Le front fluvial de la ville embrasse la rive gauche du Gange sur un axe concave. Il se compose d’une succession de terrasses, de paliers et d’escaliers variés, les ghâts, qui surélèvent la ville pour en faire une sorte d’amphithéâtre qui regarde vers le fleuve. Ces gradins ouverts où défilent pêle-mêle tous les peuples de l’Inde revêtent une force symbolique singulière. Ils sont l’espace public où la cité sainte épouse les eaux purificatrices de la rivière sacré. A la sortie de l’enchevêtrement de ruelles qui parcourent la vieille ville, les ghâts offrent une façade dégagée où les pèlerins peuvent faire leurs ablutions et célébrer leurs rites funéraires. Sous le regard lugubre des sâdhus, les pénitents et les dévots s’entremêlent aux charmeurs de cobras et aux danseuses traditionnelles qui parcourent le rivage. Ci et là, de jeunes mariés recouverts de soie pourpre et d’or prennent la pose devant un vieux palais aux colonnes délabrées. Partout, de pauvres rameurs proposent leurs services pour une virée sur le fleuve tandis que des colporteurs font étalage de pacotilles en tous genres. De temps à autre, un cortège funèbre se fraie un chemin à travers la foule et chemine lentement vers le ghât des crémations où l’on dit que le feu brûle sans interruption depuis 3000 ans. Auprès de la dépouille gisant sur son brancard de bambou, le fils aîné se reconnaît aisément à son crâne rasé sur lequel il laisse une légère mèche dépasser. Lors des pèlerinages ou des occasions particulières comme le décès d’un proche, il est en effet de coutume en Inde d’offrir ses cheveux aux divinités. Sur ces ghâts de la mort s’affaire une caste de démons, les Doms, parias parmi les parias, qui assure les services funèbres dans tout le pays. Dans son roman Plus grands que l’amour, Dominique Lapierre a parfaitement restitué les conditions exécrables dans lesquelles ils travaillent. Pendant que dans un nuage étouffant de fumée, les hommes s’activent autour des bûchers, les enfants fouillent la vase putride du Gange en espérant y trouver une dent d’or ou quelques bracelets calcinés.

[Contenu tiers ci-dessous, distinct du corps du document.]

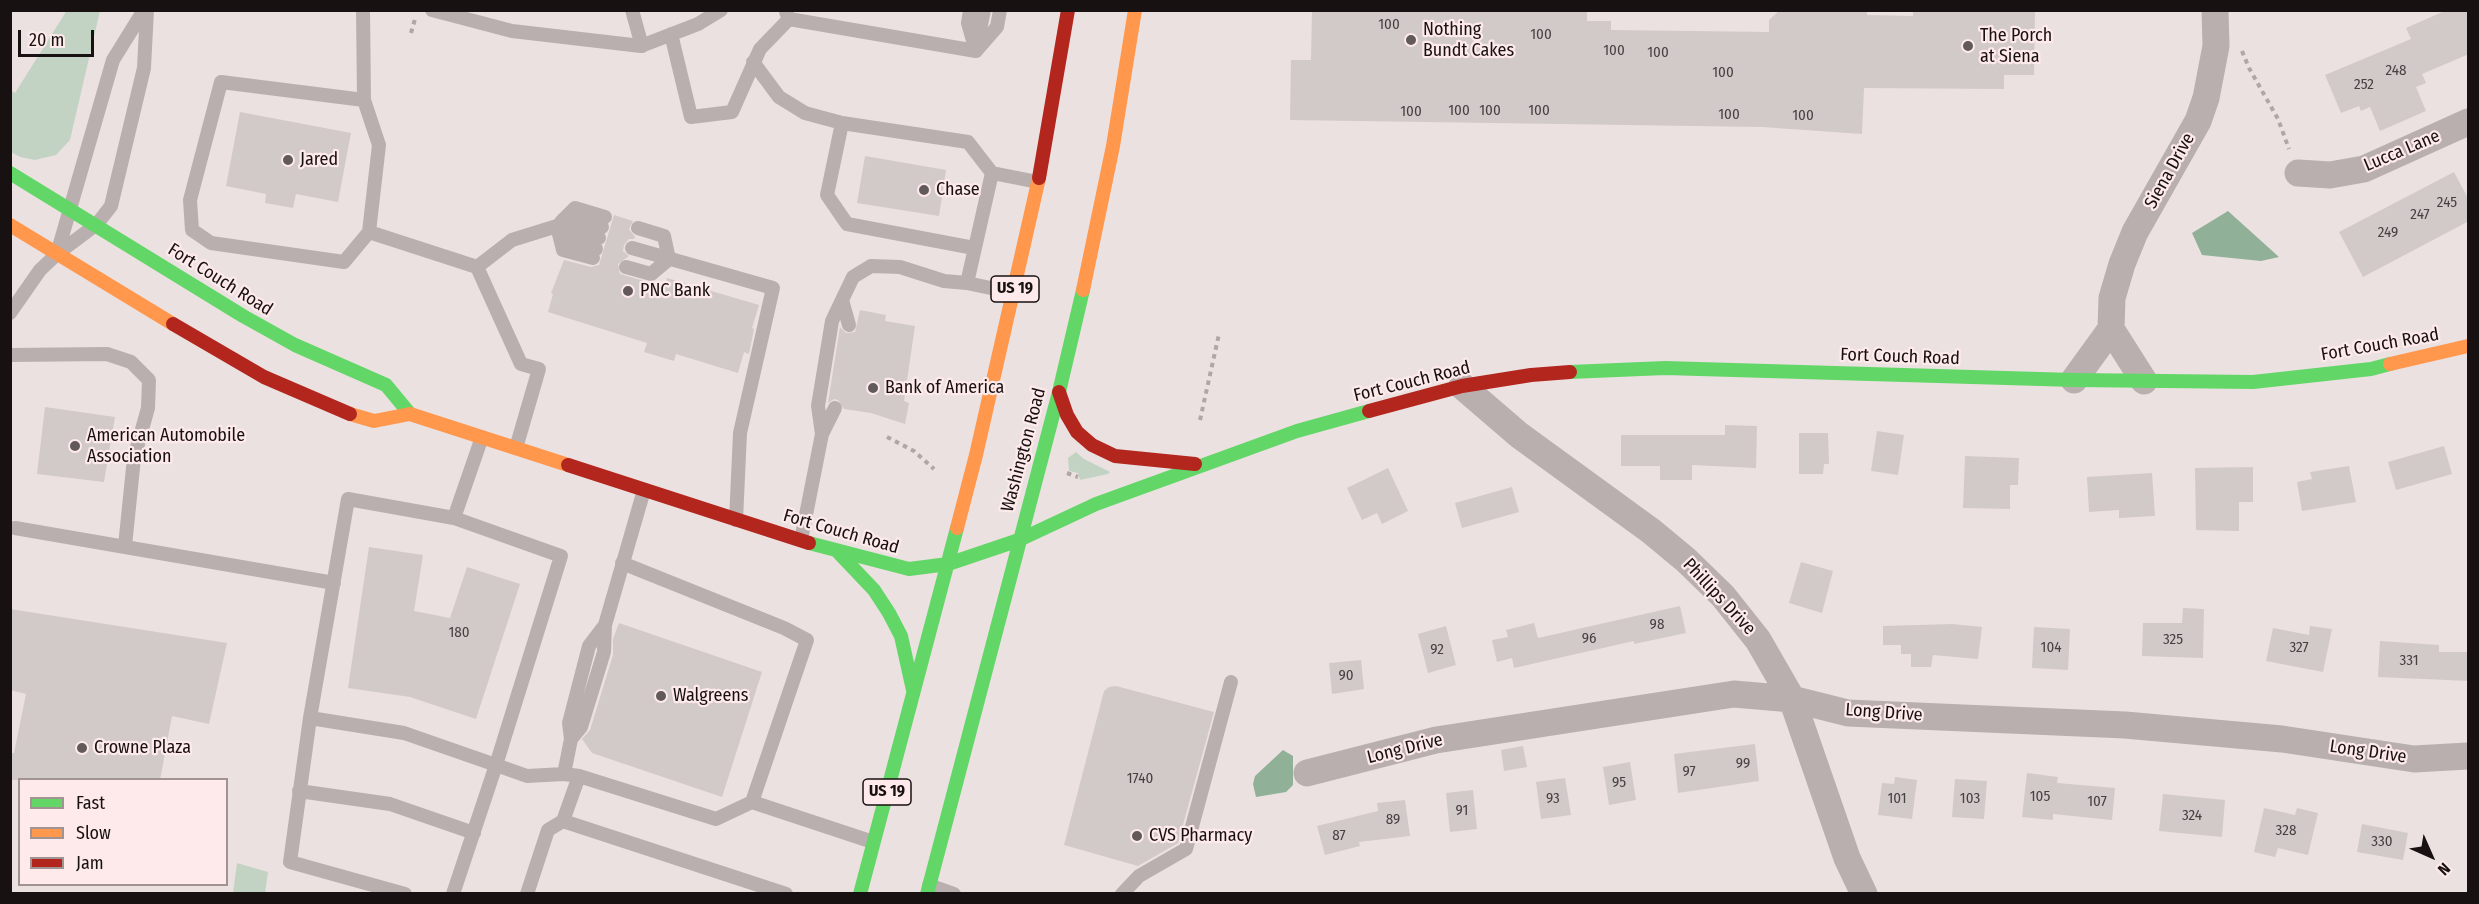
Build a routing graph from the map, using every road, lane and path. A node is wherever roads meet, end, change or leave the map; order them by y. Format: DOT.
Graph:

« Et, quand nous respirons, la Mort dans nos poumons
Descend, fleuve invisible, avec de sourdes plaintes[4]. »

De l’autre côté, la rive est basse et désertique et sert sans doute de déversoir pendant les inondations[5]. Éternels paradoxes de la culture indienne, le Gange est aussi l’un des fleuves les plus pollués du monde. Cadavres d’hommes et d’animaux, eaux usagées et déchets industriels hautement toxiques (industries du textile et du papier, raffineries, distilleries…) y sont abandonnés sans le moindre scrupule.

 

Une ville millénaire

 

Mark Twain a écrit : « Bénarès est plus vieille que l’histoire, plus vieille que la tradition, plus vieille même que la légende et semble deux fois plus vieille que tous ces éléments réunis ».

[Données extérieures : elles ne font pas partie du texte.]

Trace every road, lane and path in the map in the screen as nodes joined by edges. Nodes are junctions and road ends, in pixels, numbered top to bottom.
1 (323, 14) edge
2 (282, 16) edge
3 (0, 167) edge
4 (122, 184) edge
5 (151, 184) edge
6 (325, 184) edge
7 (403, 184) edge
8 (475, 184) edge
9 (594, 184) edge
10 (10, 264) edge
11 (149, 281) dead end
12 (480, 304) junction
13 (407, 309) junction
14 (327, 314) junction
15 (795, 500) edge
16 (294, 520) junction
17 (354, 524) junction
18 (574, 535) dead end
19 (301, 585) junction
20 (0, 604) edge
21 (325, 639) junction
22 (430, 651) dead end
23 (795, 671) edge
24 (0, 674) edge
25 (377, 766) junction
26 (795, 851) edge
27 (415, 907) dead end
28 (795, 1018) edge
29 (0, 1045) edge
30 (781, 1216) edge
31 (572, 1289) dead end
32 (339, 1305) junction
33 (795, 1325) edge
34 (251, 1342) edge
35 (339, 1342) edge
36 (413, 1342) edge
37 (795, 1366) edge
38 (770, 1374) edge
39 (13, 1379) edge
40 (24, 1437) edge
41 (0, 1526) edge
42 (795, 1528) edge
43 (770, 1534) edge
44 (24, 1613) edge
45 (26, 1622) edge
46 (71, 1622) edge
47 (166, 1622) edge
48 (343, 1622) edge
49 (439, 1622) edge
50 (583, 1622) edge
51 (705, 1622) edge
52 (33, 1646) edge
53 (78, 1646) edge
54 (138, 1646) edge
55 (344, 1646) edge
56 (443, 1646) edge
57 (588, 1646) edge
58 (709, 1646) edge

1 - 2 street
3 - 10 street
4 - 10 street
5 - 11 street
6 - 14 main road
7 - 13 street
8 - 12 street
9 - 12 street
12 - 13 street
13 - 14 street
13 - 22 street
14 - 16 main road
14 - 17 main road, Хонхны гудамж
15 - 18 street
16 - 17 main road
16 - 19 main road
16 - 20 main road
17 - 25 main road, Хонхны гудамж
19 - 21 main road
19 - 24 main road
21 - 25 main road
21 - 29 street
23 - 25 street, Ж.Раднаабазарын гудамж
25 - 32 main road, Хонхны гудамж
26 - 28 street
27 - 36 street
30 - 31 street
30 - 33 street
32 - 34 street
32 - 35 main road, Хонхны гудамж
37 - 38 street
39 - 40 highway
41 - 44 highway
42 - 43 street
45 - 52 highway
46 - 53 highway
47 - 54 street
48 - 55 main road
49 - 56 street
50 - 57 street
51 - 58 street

Réputée pour être le plus vieil espace urbain continuellement occupé du monde, les archéologues s’accordent à dater la fondation de Vârânasî aux alentours du VIIIe siècle av. J.-C.[6]. La ville tire son nom du fleuve Varuna[7], un affluent du Gange qui coule au nord de ses murs, et au bord duquel des colonies indo-aryennes s’installent rapidement. Sa position centrale dans la vallée a rapidement fait d’elle une plateforme d’échanges réputée pour le coton, la soie, le parfum, l’ivoire ou les sculptures, mais aussi un centre intellectuel et religieux rayonnant connue pour ses maîtres et son université[8]. Sushruta, l’un des pères fondateurs de la fameuse médecine ayurvédique, y aurait vécu et enseigné au VIe siècle av. J.-C. C’est d’ailleurs à cette même époque que Bouddha prêche son premier sermon des « quatre vérités[9] » dans le « Parc des gazelles » de Sarnath (10 km de la ville actuelle). Forte de sa puissance marchande et de son éclat intellectuel, Bénarès devient la capitale du royaume de Kashi[10], l’un des seize royaumes mahajanapadas de la période védique.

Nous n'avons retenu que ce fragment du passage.